Extract the full set of records that follows, word for word.

[Start of section]

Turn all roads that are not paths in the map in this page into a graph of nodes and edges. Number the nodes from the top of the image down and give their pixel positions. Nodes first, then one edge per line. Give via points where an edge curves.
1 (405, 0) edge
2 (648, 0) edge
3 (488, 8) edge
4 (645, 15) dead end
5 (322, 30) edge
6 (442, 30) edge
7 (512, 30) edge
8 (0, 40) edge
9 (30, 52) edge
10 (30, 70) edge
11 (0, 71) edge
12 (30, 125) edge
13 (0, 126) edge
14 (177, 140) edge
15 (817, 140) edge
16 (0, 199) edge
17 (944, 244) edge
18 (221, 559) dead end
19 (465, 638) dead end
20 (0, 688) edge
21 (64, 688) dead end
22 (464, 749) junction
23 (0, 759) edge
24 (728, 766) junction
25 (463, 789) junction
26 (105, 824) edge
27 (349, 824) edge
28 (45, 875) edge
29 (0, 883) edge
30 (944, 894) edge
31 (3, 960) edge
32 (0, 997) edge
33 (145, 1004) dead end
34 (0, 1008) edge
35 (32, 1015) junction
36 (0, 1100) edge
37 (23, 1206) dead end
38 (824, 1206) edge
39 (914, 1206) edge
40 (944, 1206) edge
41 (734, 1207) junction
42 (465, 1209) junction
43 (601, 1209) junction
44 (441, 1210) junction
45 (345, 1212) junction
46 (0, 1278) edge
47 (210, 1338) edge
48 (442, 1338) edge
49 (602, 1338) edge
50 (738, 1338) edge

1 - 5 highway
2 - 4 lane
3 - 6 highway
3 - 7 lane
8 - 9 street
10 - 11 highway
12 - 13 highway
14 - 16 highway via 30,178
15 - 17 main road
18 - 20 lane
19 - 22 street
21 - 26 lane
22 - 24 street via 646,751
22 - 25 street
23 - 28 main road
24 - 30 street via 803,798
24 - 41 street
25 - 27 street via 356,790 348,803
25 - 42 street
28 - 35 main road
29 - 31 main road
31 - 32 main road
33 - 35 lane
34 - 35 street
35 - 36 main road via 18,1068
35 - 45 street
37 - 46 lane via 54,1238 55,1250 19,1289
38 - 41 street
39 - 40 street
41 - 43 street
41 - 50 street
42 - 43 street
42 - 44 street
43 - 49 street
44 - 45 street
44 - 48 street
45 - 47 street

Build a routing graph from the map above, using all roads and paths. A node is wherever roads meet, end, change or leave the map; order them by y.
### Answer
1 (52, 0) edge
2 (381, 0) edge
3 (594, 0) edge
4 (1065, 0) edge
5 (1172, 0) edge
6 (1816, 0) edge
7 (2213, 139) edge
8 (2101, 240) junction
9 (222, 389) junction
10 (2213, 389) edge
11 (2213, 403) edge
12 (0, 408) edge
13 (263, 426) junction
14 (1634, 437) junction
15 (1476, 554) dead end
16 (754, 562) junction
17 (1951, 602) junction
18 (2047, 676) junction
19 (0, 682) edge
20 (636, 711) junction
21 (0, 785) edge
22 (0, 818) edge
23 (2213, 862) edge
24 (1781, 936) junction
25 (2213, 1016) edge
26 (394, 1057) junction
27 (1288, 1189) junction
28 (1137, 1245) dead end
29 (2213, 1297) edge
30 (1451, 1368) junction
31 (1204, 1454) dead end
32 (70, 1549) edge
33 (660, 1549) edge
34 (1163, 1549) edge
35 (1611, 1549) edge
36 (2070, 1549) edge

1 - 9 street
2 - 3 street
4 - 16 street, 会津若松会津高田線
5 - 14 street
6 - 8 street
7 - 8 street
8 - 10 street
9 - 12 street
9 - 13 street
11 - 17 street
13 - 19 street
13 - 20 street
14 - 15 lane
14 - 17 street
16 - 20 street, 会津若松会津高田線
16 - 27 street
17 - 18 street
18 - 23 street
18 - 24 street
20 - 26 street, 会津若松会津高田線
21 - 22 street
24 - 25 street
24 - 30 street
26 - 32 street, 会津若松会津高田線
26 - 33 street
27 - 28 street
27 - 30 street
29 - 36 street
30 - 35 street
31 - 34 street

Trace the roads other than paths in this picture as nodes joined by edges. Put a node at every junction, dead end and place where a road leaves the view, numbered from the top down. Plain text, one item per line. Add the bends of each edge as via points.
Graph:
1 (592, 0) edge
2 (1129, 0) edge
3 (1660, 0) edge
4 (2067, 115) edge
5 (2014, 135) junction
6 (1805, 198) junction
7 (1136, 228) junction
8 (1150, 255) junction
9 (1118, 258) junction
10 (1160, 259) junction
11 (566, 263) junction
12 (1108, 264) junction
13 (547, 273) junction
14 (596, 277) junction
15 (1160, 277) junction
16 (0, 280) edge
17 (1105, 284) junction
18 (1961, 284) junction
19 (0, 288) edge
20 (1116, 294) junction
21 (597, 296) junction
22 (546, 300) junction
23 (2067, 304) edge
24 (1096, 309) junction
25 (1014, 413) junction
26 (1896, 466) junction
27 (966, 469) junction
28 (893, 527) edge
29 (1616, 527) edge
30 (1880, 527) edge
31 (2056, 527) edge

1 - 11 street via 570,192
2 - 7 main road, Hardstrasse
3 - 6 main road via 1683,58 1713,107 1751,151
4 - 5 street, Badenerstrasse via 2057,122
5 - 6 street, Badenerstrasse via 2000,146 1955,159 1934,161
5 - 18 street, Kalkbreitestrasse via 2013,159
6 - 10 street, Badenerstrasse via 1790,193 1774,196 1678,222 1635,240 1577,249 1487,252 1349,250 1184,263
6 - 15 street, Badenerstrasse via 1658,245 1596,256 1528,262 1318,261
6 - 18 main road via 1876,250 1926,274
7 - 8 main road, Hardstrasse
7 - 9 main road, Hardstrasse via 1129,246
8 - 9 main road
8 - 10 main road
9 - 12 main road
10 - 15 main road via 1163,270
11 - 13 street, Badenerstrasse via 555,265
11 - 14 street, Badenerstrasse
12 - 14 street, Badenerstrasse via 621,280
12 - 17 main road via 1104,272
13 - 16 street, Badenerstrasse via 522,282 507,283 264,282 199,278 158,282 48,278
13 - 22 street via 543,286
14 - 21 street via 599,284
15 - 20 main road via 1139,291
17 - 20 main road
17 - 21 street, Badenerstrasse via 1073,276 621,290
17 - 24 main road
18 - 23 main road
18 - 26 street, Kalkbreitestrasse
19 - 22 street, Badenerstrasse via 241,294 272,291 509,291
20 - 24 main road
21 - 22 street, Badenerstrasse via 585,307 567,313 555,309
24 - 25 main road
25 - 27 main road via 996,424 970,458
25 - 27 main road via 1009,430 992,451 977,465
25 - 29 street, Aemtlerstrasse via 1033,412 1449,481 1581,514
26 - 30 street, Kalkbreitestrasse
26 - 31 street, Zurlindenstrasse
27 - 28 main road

[End of section]

> [Task response]
Turn all roads that are not paths in the map in this page into a graph of nodes and edges. Number the nodes from the top of the image down and give their pixel positions. Nodes first, then one edge per line. Give via points where an edge curves.
1 (405, 0) edge
2 (648, 0) edge
3 (488, 8) edge
4 (645, 15) dead end
5 (322, 30) edge
6 (442, 30) edge
7 (512, 30) edge
8 (0, 40) edge
9 (30, 52) edge
10 (30, 70) edge
11 (0, 71) edge
12 (30, 125) edge
13 (0, 126) edge
14 (177, 140) edge
15 (817, 140) edge
16 (0, 199) edge
17 (944, 244) edge
18 (221, 559) dead end
19 (465, 638) dead end
20 (0, 688) edge
21 (64, 688) dead end
22 (464, 749) junction
23 (0, 759) edge
24 (728, 766) junction
25 (463, 789) junction
26 (105, 824) edge
27 (349, 824) edge
28 (45, 875) edge
29 (0, 883) edge
30 (944, 894) edge
31 (3, 960) edge
32 (0, 997) edge
33 (145, 1004) dead end
34 (0, 1008) edge
35 (32, 1015) junction
36 (0, 1100) edge
37 (23, 1206) dead end
38 (824, 1206) edge
39 (914, 1206) edge
40 (944, 1206) edge
41 (734, 1207) junction
42 (465, 1209) junction
43 (601, 1209) junction
44 (441, 1210) junction
45 (345, 1212) junction
46 (0, 1278) edge
47 (210, 1338) edge
48 (442, 1338) edge
49 (602, 1338) edge
50 (738, 1338) edge

1 - 5 highway
2 - 4 lane
3 - 6 highway
3 - 7 lane
8 - 9 street
10 - 11 highway
12 - 13 highway
14 - 16 highway via 30,178
15 - 17 main road
18 - 20 lane
19 - 22 street
21 - 26 lane
22 - 24 street via 646,751
22 - 25 street
23 - 28 main road
24 - 30 street via 803,798
24 - 41 street
25 - 27 street via 356,790 348,803
25 - 42 street
28 - 35 main road
29 - 31 main road
31 - 32 main road
33 - 35 lane
34 - 35 street
35 - 36 main road via 18,1068
35 - 45 street
37 - 46 lane via 54,1238 55,1250 19,1289
38 - 41 street
39 - 40 street
41 - 43 street
41 - 50 street
42 - 43 street
42 - 44 street
43 - 49 street
44 - 45 street
44 - 48 street
45 - 47 street

Build a routing graph from the map above, using all roads and paths. A node is wherever roads meet, end, change or leave the map; order them by y.
### Answer
1 (52, 0) edge
2 (381, 0) edge
3 (594, 0) edge
4 (1065, 0) edge
5 (1172, 0) edge
6 (1816, 0) edge
7 (2213, 139) edge
8 (2101, 240) junction
9 (222, 389) junction
10 (2213, 389) edge
11 (2213, 403) edge
12 (0, 408) edge
13 (263, 426) junction
14 (1634, 437) junction
15 (1476, 554) dead end
16 (754, 562) junction
17 (1951, 602) junction
18 (2047, 676) junction
19 (0, 682) edge
20 (636, 711) junction
21 (0, 785) edge
22 (0, 818) edge
23 (2213, 862) edge
24 (1781, 936) junction
25 (2213, 1016) edge
26 (394, 1057) junction
27 (1288, 1189) junction
28 (1137, 1245) dead end
29 (2213, 1297) edge
30 (1451, 1368) junction
31 (1204, 1454) dead end
32 (70, 1549) edge
33 (660, 1549) edge
34 (1163, 1549) edge
35 (1611, 1549) edge
36 (2070, 1549) edge

1 - 9 street
2 - 3 street
4 - 16 street, 会津若松会津高田線
5 - 14 street
6 - 8 street
7 - 8 street
8 - 10 street
9 - 12 street
9 - 13 street
11 - 17 street
13 - 19 street
13 - 20 street
14 - 15 lane
14 - 17 street
16 - 20 street, 会津若松会津高田線
16 - 27 street
17 - 18 street
18 - 23 street
18 - 24 street
20 - 26 street, 会津若松会津高田線
21 - 22 street
24 - 25 street
24 - 30 street
26 - 32 street, 会津若松会津高田線
26 - 33 street
27 - 28 street
27 - 30 street
29 - 36 street
30 - 35 street
31 - 34 street

Trace the roads other than paths in this picture as nodes joined by edges. Put a node at every junction, dead end and place where a road leaves the view, numbered from the top down. Plain text, one item per line. Add the bends of each edge as via points.
Graph:
1 (592, 0) edge
2 (1129, 0) edge
3 (1660, 0) edge
4 (2067, 115) edge
5 (2014, 135) junction
6 (1805, 198) junction
7 (1136, 228) junction
8 (1150, 255) junction
9 (1118, 258) junction
10 (1160, 259) junction
11 (566, 263) junction
12 (1108, 264) junction
13 (547, 273) junction
14 (596, 277) junction
15 (1160, 277) junction
16 (0, 280) edge
17 (1105, 284) junction
18 (1961, 284) junction
19 (0, 288) edge
20 (1116, 294) junction
21 (597, 296) junction
22 (546, 300) junction
23 (2067, 304) edge
24 (1096, 309) junction
25 (1014, 413) junction
26 (1896, 466) junction
27 (966, 469) junction
28 (893, 527) edge
29 (1616, 527) edge
30 (1880, 527) edge
31 (2056, 527) edge

1 - 11 street via 570,192
2 - 7 main road, Hardstrasse
3 - 6 main road via 1683,58 1713,107 1751,151
4 - 5 street, Badenerstrasse via 2057,122
5 - 6 street, Badenerstrasse via 2000,146 1955,159 1934,161
5 - 18 street, Kalkbreitestrasse via 2013,159
6 - 10 street, Badenerstrasse via 1790,193 1774,196 1678,222 1635,240 1577,249 1487,252 1349,250 1184,263
6 - 15 street, Badenerstrasse via 1658,245 1596,256 1528,262 1318,261
6 - 18 main road via 1876,250 1926,274
7 - 8 main road, Hardstrasse
7 - 9 main road, Hardstrasse via 1129,246
8 - 9 main road
8 - 10 main road
9 - 12 main road
10 - 15 main road via 1163,270
11 - 13 street, Badenerstrasse via 555,265
11 - 14 street, Badenerstrasse
12 - 14 street, Badenerstrasse via 621,280
12 - 17 main road via 1104,272
13 - 16 street, Badenerstrasse via 522,282 507,283 264,282 199,278 158,282 48,278
13 - 22 street via 543,286
14 - 21 street via 599,284
15 - 20 main road via 1139,291
17 - 20 main road
17 - 21 street, Badenerstrasse via 1073,276 621,290
17 - 24 main road
18 - 23 main road
18 - 26 street, Kalkbreitestrasse
19 - 22 street, Badenerstrasse via 241,294 272,291 509,291
20 - 24 main road
21 - 22 street, Badenerstrasse via 585,307 567,313 555,309
24 - 25 main road
25 - 27 main road via 996,424 970,458
25 - 27 main road via 1009,430 992,451 977,465
25 - 29 street, Aemtlerstrasse via 1033,412 1449,481 1581,514
26 - 30 street, Kalkbreitestrasse
26 - 31 street, Zurlindenstrasse
27 - 28 main road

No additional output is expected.